> **Assignment**
In the data that follows, count the lines where "Tavistock" appears, and write only the number.

> **Given records**
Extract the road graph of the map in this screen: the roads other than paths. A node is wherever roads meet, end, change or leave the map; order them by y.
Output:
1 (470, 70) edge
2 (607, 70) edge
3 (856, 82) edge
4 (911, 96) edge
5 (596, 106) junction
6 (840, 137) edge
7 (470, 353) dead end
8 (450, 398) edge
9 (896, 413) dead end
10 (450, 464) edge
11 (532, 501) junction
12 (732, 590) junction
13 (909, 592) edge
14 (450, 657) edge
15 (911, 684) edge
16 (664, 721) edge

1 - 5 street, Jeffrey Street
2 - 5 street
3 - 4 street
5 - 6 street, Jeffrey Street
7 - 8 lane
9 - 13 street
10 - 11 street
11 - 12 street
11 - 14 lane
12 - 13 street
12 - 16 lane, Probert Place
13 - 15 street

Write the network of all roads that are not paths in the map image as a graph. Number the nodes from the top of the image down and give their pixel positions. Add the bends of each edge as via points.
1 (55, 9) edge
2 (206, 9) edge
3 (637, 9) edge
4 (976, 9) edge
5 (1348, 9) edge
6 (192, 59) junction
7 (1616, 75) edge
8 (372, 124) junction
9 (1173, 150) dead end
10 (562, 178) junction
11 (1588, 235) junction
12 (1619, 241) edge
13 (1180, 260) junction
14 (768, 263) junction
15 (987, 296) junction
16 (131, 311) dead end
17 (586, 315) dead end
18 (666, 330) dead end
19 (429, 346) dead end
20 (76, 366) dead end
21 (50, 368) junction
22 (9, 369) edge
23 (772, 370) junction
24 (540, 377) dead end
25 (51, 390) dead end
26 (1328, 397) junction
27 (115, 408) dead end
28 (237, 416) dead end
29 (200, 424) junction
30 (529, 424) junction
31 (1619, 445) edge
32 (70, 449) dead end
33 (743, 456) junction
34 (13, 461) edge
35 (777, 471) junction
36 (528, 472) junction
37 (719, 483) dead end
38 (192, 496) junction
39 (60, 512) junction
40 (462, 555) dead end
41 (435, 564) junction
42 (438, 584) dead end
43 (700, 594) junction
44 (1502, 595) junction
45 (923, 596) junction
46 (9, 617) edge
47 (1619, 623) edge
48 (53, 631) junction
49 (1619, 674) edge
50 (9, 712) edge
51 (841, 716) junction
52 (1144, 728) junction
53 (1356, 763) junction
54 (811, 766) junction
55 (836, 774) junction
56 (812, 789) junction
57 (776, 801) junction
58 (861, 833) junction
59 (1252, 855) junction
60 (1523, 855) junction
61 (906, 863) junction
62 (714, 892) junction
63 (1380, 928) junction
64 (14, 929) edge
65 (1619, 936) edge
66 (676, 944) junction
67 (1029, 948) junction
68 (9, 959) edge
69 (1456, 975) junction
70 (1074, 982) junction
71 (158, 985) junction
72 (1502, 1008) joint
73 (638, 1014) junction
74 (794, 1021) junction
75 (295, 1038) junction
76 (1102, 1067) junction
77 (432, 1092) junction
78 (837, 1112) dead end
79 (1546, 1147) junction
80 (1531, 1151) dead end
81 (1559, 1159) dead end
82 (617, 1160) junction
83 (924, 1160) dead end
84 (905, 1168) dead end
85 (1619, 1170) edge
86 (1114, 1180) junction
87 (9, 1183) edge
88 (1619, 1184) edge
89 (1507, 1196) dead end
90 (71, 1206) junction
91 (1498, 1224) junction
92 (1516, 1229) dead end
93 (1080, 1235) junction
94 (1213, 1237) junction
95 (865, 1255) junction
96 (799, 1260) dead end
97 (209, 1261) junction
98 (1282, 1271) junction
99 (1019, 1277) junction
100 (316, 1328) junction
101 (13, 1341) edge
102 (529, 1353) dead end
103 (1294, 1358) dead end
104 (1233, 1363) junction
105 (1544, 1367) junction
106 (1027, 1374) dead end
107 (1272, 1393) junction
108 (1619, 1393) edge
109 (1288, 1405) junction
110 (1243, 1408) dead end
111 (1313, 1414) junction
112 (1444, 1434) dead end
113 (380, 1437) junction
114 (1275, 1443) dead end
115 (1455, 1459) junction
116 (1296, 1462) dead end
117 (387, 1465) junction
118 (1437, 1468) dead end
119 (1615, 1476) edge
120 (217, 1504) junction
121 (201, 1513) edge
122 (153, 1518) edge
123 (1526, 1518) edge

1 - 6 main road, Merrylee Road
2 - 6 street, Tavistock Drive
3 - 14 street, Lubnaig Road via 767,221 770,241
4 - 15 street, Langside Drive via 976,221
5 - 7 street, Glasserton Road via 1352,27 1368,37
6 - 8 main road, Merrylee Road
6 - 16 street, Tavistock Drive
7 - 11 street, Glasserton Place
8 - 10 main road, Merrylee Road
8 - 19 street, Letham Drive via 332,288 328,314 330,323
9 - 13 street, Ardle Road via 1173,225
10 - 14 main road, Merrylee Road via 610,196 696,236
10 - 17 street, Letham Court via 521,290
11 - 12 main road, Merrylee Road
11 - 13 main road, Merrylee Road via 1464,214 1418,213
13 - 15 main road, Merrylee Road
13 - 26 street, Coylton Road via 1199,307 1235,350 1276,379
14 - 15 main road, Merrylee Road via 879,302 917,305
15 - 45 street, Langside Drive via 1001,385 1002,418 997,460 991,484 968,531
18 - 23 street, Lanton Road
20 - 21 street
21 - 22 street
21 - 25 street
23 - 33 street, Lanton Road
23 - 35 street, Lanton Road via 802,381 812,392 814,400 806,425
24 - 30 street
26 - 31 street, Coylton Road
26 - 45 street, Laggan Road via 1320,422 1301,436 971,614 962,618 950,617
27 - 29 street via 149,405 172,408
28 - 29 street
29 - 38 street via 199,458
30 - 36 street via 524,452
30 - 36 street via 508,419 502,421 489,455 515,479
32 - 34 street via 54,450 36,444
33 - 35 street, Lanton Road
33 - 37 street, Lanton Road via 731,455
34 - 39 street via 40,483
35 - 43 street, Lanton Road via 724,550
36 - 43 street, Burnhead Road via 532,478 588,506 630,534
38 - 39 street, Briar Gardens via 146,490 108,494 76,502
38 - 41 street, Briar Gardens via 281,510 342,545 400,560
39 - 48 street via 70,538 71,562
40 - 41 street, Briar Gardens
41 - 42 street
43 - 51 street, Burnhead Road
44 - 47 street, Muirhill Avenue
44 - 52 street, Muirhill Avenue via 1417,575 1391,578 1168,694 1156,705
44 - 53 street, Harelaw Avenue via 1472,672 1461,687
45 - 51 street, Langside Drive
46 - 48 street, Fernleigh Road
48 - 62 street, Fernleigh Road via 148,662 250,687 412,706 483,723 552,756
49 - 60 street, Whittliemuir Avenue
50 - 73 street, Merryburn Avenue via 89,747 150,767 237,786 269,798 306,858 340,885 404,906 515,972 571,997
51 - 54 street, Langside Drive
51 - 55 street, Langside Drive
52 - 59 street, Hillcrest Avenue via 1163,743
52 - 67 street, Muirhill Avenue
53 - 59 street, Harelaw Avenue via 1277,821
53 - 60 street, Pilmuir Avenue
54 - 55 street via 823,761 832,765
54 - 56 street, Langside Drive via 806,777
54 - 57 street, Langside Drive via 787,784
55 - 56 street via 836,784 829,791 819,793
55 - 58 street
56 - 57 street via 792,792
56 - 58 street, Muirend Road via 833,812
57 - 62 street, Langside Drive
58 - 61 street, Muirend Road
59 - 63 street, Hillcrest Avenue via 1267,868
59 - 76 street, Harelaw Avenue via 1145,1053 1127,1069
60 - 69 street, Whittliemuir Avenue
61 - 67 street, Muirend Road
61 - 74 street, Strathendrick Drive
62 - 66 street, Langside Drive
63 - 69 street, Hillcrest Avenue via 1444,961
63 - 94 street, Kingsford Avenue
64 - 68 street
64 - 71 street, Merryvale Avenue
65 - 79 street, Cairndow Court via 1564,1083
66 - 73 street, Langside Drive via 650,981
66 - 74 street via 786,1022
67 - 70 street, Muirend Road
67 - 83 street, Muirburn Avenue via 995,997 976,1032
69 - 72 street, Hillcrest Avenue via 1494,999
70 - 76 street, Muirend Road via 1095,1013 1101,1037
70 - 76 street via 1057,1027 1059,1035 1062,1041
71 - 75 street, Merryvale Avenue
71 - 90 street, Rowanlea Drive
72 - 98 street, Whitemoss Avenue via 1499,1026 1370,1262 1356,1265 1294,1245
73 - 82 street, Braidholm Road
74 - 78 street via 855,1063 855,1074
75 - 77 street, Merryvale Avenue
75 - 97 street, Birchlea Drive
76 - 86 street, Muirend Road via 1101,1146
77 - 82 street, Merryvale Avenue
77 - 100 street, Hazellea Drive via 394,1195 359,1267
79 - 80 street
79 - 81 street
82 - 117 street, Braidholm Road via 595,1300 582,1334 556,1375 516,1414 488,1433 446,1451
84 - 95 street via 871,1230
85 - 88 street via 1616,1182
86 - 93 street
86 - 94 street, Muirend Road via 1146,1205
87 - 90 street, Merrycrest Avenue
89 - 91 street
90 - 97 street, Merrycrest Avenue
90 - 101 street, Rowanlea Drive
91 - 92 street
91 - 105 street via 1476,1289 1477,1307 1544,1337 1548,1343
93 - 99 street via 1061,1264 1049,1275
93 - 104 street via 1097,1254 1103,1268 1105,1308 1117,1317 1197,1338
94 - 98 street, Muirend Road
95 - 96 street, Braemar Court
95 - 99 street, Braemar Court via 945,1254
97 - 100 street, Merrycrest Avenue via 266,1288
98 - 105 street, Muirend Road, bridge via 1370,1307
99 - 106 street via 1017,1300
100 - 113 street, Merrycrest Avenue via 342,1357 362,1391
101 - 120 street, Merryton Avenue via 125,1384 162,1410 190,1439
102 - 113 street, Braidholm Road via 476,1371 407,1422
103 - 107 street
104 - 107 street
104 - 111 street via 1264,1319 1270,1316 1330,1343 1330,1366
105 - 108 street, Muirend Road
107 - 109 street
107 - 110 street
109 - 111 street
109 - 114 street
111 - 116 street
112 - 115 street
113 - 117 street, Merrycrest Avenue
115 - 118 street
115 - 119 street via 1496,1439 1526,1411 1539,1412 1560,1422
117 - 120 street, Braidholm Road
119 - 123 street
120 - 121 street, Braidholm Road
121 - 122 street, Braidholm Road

> **Worked solution**
2